**Assignment**
Exact reproduction of all the data is needed.

Material to process below:

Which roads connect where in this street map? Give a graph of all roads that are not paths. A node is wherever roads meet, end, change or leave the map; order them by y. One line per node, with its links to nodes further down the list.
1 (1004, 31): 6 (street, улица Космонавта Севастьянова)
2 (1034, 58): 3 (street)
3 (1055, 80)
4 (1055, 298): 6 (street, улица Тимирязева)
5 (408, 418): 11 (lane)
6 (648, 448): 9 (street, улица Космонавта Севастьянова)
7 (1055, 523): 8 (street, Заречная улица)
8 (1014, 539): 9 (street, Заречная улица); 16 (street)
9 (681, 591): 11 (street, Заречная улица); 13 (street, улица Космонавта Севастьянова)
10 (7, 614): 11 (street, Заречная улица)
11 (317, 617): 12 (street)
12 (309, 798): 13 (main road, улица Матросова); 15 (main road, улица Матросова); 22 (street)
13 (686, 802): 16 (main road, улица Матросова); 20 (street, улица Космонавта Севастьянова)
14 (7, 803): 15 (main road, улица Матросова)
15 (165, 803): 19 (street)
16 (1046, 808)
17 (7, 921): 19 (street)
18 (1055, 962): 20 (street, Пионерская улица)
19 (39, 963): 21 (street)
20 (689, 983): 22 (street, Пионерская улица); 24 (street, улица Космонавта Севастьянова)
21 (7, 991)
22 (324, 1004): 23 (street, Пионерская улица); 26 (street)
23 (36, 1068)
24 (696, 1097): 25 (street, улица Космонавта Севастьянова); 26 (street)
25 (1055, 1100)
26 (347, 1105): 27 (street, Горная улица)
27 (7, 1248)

End of Material to process.

**Solution to the exercise**
Which roads connect where in this street map? Give a graph of all roads that are not paths. A node is wherever roads meet, end, change or leave the map; order them by y. One line per node, with its links to nodes further down the list.
1 (1004, 31): 6 (street, улица Космонавта Севастьянова)
2 (1034, 58): 3 (street)
3 (1055, 80)
4 (1055, 298): 6 (street, улица Тимирязева)
5 (408, 418): 11 (lane)
6 (648, 448): 9 (street, улица Космонавта Севастьянова)
7 (1055, 523): 8 (street, Заречная улица)
8 (1014, 539): 9 (street, Заречная улица); 16 (street)
9 (681, 591): 11 (street, Заречная улица); 13 (street, улица Космонавта Севастьянова)
10 (7, 614): 11 (street, Заречная улица)
11 (317, 617): 12 (street)
12 (309, 798): 13 (main road, улица Матросова); 15 (main road, улица Матросова); 22 (street)
13 (686, 802): 16 (main road, улица Матросова); 20 (street, улица Космонавта Севастьянова)
14 (7, 803): 15 (main road, улица Матросова)
15 (165, 803): 19 (street)
16 (1046, 808)
17 (7, 921): 19 (street)
18 (1055, 962): 20 (street, Пионерская улица)
19 (39, 963): 21 (street)
20 (689, 983): 22 (street, Пионерская улица); 24 (street, улица Космонавта Севастьянова)
21 (7, 991)
22 (324, 1004): 23 (street, Пионерская улица); 26 (street)
23 (36, 1068)
24 (696, 1097): 25 (street, улица Космонавта Севастьянова); 26 (street)
25 (1055, 1100)
26 (347, 1105): 27 (street, Горная улица)
27 (7, 1248)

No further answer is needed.